Esa tensión entre la apariencia de lo escéptico y una suerte de optimismo crítico es la materia misma de mi poesía; una mirada furibunda sobre la realidad que intenta abrir una puerta al desesperado. A la hora de escribir, la angustia le gana la pulseada a la alegría en cuanto a estímulo, a punto de partida. Creo que nadie escribe desde la felicidad sin escapar de la retórica, sin caer en lo tautológico. La felicidad, la plenitud, se viven, no se escriben. Se escribe en cambio, desde la angustia, la bronca, la denuncia, y a partir de ahí se puede llegar a la felicidad, a la plenitud. Y no a la inversa, sin que se note la impostación. No creo que Beethoven haya escrito la “Oda a la alegría” desde un lugar muy cómodo; sin embargo, cualquiera que escuche esa maravilla se siente sobrepasado por un estado de plenitud cercano a lo místico. Por eso, creo que el punto de partida nunca es el más placentero, pero los resultados traducen con justicia la intensidad de esas emociones. No creo que nada realmente bueno se pueda escribir desde el bienestar. La obra crece como la flor del loto, en el barro. Quiero pensar que cada uno de mis libros, lejos de lo terapéutico, intenta dejar algo, una herramienta de lucha. Ese es el propósito mismo de su origen. Todos se escribieron desde el conflicto y la necesidad de lograr un mundo más justo.

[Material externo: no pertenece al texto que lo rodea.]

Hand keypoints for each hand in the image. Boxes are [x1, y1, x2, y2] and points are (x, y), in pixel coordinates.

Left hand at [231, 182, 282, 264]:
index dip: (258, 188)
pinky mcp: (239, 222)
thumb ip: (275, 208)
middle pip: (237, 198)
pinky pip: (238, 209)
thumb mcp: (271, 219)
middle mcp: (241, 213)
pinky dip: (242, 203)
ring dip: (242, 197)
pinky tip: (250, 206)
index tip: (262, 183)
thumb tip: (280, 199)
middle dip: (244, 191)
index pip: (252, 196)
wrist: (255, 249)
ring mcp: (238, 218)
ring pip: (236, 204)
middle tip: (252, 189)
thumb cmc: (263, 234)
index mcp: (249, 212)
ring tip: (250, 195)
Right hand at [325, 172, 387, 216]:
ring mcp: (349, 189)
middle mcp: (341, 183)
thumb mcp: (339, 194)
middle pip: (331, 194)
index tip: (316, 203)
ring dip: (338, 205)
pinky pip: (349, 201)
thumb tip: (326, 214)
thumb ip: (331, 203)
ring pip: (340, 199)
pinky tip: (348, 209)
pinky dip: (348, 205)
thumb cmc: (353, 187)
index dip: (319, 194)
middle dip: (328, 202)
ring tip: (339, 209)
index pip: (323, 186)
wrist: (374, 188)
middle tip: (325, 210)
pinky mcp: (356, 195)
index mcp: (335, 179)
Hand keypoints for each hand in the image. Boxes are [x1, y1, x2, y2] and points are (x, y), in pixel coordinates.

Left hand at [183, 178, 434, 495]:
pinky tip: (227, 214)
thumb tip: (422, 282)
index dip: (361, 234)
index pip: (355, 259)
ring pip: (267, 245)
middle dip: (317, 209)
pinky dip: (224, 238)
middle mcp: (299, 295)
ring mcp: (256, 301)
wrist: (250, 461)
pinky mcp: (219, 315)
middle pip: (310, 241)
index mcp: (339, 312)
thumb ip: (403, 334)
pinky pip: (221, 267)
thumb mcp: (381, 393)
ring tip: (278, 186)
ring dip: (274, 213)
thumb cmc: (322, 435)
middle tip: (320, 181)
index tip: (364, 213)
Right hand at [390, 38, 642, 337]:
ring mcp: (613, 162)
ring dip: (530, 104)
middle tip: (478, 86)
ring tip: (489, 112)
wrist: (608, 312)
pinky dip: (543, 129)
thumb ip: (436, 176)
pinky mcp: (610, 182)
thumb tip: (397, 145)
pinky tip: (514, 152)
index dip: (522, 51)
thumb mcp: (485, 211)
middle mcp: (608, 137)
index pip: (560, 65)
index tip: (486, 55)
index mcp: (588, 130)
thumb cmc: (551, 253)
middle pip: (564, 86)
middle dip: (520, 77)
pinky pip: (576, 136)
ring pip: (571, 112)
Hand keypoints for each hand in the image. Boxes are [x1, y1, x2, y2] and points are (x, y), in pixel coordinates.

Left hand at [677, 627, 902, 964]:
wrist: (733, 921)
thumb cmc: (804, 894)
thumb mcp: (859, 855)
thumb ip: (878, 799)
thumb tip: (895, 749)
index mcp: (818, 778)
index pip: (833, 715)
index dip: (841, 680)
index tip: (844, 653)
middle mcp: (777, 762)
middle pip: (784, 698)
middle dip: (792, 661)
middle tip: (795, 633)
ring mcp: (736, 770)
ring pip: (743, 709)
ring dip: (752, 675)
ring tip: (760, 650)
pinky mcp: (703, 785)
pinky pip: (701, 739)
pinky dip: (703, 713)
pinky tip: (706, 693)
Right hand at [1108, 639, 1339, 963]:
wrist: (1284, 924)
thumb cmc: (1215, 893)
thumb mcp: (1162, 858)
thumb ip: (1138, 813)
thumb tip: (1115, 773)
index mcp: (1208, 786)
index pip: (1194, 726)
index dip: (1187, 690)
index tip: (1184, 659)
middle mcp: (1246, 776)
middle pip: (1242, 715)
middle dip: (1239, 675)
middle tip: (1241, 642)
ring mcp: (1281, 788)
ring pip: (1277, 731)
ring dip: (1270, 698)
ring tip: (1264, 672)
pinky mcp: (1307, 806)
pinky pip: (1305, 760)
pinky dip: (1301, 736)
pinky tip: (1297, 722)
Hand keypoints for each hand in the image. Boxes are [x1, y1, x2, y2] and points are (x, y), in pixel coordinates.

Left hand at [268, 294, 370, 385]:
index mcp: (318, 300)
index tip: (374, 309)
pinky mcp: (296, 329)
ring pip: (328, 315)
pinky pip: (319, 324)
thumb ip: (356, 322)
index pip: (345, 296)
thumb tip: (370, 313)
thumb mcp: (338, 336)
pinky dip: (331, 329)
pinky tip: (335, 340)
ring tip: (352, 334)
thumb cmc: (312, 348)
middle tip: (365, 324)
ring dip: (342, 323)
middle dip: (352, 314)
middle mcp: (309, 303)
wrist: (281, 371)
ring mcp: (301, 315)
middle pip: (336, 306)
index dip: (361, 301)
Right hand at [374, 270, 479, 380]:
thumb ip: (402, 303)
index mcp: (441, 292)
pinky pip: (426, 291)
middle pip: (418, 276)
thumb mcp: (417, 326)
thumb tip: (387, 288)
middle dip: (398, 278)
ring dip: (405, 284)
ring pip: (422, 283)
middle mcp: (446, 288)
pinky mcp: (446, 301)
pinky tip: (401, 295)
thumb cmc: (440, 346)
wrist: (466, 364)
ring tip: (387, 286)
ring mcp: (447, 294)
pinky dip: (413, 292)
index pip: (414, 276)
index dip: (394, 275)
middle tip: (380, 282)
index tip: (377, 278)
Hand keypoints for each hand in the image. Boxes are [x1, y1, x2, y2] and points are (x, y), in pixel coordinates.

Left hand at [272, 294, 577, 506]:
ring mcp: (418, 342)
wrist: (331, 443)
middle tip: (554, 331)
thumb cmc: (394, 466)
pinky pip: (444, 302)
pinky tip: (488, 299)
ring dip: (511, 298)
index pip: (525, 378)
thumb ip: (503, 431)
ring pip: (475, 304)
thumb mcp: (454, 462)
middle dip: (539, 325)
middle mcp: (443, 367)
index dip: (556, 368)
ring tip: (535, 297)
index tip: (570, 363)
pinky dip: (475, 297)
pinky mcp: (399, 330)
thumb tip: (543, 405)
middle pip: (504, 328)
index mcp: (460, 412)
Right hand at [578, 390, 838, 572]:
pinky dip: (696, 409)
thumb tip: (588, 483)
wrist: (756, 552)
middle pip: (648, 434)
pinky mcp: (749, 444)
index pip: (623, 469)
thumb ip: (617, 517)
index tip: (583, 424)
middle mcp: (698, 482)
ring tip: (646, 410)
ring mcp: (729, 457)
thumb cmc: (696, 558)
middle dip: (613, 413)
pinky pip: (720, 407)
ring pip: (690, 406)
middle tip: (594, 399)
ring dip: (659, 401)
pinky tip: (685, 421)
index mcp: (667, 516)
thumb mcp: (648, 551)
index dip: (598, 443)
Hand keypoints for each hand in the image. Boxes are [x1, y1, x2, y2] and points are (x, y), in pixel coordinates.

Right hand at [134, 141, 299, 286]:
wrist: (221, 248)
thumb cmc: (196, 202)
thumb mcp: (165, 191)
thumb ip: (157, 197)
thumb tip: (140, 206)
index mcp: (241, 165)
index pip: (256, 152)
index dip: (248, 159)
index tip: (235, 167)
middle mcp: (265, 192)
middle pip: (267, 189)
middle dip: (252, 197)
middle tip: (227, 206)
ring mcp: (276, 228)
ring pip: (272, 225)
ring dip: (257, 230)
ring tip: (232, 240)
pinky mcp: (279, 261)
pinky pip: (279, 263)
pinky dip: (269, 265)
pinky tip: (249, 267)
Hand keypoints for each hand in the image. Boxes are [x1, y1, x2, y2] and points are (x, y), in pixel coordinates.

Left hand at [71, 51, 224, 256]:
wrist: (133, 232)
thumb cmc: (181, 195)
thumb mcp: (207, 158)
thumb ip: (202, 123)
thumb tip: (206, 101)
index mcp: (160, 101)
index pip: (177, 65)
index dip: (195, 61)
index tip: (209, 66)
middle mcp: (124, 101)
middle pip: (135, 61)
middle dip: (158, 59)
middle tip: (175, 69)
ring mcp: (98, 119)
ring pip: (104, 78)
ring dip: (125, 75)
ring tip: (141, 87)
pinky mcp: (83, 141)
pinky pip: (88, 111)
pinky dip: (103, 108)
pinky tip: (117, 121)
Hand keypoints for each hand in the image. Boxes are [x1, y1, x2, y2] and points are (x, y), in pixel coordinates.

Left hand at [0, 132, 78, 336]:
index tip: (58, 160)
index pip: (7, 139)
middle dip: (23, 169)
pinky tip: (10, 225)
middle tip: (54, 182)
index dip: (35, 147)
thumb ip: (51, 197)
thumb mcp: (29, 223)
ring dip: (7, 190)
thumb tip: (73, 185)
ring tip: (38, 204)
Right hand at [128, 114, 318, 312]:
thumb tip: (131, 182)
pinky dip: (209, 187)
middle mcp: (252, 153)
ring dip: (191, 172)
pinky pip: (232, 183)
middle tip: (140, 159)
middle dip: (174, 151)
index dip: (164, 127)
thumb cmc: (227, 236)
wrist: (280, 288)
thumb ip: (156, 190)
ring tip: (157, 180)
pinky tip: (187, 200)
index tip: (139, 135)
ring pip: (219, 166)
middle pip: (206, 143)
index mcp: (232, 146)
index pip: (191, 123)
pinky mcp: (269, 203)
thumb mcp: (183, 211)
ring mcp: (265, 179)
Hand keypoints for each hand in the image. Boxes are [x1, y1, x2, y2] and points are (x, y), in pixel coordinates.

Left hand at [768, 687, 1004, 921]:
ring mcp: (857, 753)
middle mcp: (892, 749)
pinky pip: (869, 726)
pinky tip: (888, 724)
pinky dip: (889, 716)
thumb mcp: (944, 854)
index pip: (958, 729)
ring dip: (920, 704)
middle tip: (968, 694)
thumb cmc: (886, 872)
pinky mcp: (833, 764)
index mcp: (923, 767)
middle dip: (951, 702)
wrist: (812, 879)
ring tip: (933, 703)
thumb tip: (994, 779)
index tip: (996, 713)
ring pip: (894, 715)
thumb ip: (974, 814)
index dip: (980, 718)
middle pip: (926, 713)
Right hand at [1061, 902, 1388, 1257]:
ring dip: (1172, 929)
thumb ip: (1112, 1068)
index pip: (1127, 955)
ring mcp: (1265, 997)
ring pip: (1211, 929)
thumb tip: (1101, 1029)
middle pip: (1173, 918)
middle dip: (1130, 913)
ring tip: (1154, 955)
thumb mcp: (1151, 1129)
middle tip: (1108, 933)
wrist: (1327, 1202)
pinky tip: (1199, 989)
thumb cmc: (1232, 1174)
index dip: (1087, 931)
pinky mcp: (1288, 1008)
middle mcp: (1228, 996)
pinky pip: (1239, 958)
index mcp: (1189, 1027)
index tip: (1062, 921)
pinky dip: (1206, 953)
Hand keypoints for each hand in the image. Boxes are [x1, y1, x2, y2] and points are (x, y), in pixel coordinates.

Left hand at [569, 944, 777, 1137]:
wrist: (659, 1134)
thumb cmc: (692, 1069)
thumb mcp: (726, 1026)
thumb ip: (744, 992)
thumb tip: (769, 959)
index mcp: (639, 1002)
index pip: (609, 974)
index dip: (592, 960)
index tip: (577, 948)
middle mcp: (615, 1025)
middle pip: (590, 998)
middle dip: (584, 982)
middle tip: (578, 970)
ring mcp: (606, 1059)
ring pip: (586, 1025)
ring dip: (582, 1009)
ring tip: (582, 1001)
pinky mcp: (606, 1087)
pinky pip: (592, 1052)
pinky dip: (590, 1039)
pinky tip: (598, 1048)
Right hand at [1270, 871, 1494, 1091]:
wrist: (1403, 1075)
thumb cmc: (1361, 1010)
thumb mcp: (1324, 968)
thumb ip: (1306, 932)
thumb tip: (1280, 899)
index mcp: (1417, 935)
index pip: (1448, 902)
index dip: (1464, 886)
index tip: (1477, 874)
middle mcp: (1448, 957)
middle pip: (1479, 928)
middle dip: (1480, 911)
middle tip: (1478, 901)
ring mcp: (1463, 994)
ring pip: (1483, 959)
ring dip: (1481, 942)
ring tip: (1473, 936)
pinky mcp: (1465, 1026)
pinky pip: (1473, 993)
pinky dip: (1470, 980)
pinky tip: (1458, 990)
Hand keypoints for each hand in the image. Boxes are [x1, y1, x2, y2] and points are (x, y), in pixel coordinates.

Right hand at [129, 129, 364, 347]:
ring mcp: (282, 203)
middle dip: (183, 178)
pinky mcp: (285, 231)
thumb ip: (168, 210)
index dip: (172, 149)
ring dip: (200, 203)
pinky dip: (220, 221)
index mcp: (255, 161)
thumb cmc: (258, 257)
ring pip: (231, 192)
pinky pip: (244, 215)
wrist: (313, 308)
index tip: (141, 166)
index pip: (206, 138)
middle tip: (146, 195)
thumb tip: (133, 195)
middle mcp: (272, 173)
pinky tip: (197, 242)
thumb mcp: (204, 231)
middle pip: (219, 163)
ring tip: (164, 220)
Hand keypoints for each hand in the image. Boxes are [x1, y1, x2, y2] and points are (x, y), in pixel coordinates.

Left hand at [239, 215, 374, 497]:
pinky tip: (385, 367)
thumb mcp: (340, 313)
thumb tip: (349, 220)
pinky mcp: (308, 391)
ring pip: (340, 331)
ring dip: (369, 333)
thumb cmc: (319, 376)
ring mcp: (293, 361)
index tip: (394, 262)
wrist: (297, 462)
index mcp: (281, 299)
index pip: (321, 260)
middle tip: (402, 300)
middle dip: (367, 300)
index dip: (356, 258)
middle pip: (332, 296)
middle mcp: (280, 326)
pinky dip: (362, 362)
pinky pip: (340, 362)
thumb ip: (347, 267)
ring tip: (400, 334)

entrevista-espel-rimbaud1.jpg ¿Cree que en la poesía debe subyacer, en lo posible, un imperativo ético?
Si pensamos en nombres como Villon, Byron, Rimbaud, Dylan Thomas, Verlaine, o Quevedo, por dar unos pocos, resulta difícil emparentarlos con lo que linealmente consideramos ético. Creo que lo ético, al menos en poesía, está relacionado exclusivamente con la honestidad del trabajo. Y también creo que hay más ética en la poesía que en los poetas.

¿Cuál sería, a su juicio, el lector ideal de su obra?
Yo pensaría en un lector que luego de leer un poema sienta que aún hay esperanza. Lo imagino como una persona con capacidad de indignación, y de reacción. Me gustaría que mi poesía sirva para que la gente crea que aún es posible un mundo mejor, más justo, un mundo sin vampiros, en el que los asesinos no estén sueltos. Y me parece que la poesía puede modificar ciertas cosas, desde el momento en que es el instrumento más directo que conecta con el corazón.